## Material for this exercise
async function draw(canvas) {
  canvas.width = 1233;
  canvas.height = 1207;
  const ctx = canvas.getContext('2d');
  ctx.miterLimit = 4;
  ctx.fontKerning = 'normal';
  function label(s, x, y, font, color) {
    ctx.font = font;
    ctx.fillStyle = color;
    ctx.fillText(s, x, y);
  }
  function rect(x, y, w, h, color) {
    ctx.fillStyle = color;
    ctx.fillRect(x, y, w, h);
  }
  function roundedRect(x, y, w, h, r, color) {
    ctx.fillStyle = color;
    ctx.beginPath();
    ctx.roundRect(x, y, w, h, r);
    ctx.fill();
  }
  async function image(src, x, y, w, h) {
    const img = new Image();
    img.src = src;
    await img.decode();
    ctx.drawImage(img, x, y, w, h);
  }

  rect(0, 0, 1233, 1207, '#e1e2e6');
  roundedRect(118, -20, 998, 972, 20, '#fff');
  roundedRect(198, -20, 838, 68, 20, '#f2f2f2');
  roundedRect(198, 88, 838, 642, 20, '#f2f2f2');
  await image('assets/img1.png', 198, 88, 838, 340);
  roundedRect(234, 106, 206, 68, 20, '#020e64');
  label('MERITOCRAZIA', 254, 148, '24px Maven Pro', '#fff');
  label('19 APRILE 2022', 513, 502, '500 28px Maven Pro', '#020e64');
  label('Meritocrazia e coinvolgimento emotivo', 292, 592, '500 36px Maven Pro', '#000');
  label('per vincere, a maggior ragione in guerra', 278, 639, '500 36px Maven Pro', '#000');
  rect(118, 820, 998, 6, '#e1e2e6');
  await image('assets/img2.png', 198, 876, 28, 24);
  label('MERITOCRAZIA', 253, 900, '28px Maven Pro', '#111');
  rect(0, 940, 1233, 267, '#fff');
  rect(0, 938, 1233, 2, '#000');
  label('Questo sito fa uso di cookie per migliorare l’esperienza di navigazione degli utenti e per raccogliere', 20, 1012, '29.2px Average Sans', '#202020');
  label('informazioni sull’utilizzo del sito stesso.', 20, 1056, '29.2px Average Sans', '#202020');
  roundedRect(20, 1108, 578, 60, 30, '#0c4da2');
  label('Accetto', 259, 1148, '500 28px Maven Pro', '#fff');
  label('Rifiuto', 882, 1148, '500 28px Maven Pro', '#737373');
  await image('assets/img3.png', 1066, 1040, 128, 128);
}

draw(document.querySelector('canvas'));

* * *

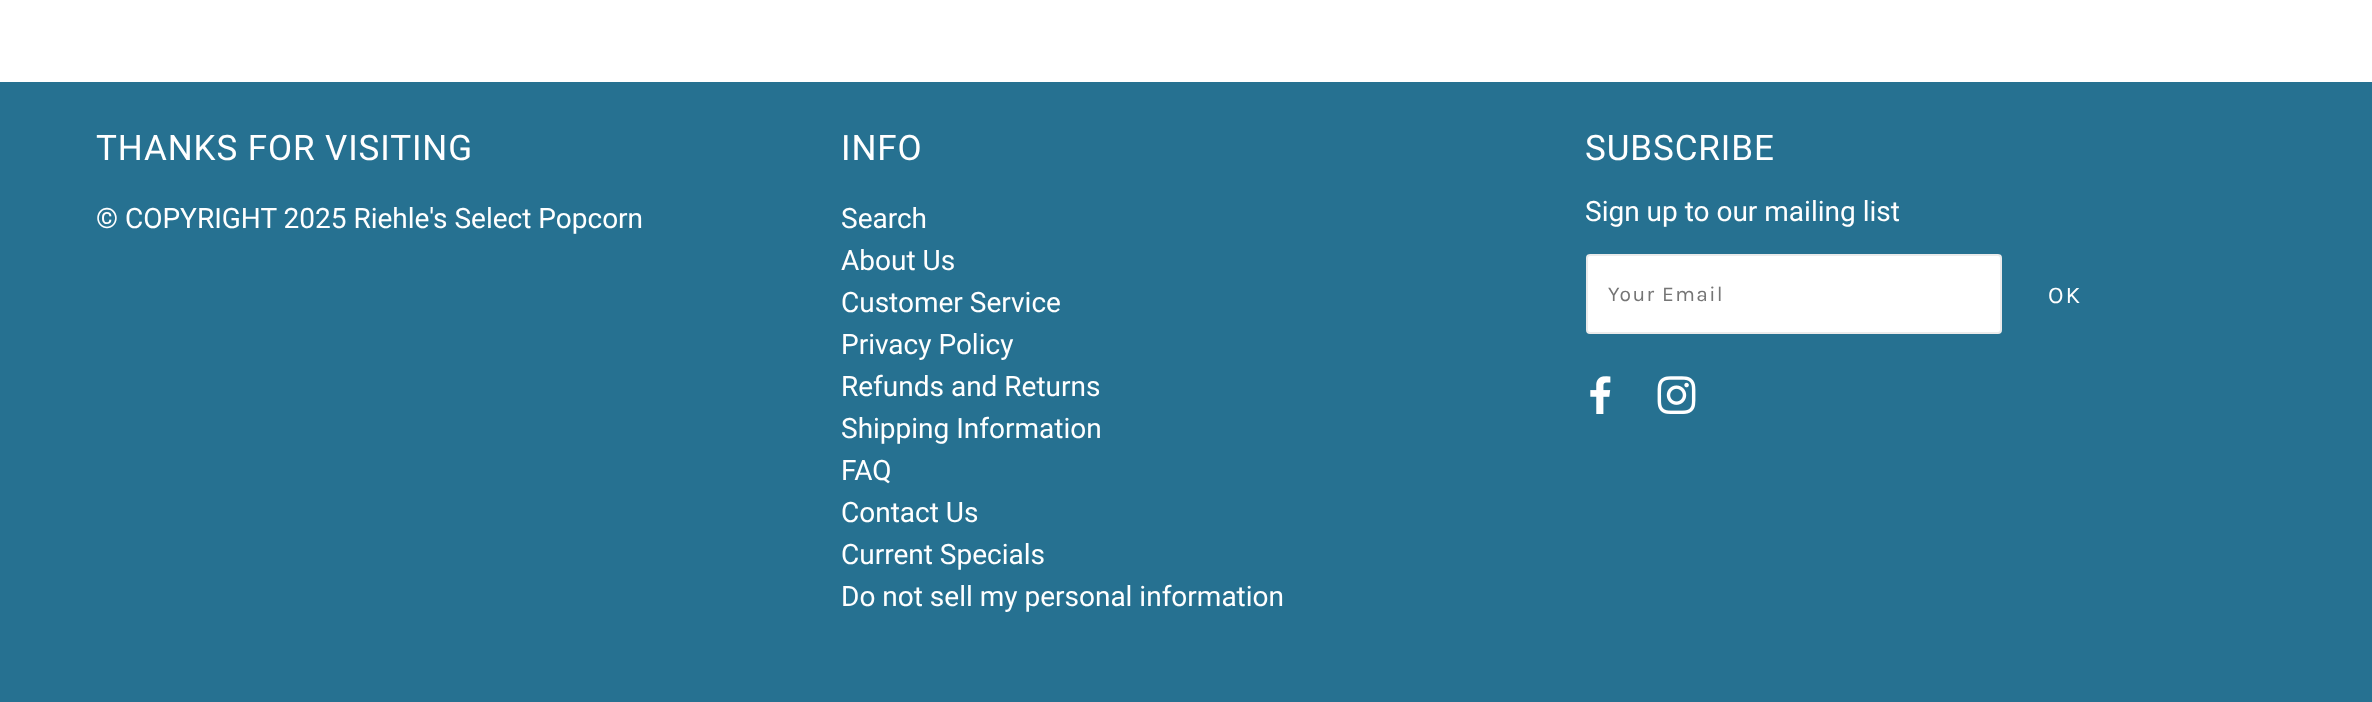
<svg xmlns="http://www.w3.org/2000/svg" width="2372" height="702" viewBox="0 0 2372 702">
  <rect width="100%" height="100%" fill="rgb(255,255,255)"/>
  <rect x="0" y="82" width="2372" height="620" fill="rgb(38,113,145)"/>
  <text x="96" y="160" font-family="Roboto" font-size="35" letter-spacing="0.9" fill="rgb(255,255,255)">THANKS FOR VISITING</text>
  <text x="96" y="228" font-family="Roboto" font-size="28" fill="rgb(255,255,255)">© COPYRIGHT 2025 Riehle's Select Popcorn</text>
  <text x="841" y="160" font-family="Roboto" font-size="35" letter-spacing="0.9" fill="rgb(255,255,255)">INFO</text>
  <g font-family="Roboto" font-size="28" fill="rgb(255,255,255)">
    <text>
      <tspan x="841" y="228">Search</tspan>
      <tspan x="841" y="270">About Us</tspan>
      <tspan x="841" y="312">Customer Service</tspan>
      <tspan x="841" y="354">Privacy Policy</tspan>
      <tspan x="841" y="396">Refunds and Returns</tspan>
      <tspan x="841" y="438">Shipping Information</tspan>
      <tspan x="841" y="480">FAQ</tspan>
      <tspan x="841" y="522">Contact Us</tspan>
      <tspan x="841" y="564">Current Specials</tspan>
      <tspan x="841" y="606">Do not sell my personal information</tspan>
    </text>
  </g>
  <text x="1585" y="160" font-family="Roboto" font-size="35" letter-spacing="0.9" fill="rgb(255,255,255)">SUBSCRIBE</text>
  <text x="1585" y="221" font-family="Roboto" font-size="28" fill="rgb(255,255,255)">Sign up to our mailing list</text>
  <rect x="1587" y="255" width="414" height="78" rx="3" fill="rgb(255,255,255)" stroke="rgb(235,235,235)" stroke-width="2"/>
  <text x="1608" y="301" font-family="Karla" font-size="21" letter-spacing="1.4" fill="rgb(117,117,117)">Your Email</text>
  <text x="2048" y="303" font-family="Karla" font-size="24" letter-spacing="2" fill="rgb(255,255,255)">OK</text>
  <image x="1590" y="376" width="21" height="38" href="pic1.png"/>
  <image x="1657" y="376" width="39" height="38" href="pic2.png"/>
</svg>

## The problem
Determine how many lines of the listing above include the word "function", then write only that number.

## Output for this exercise
5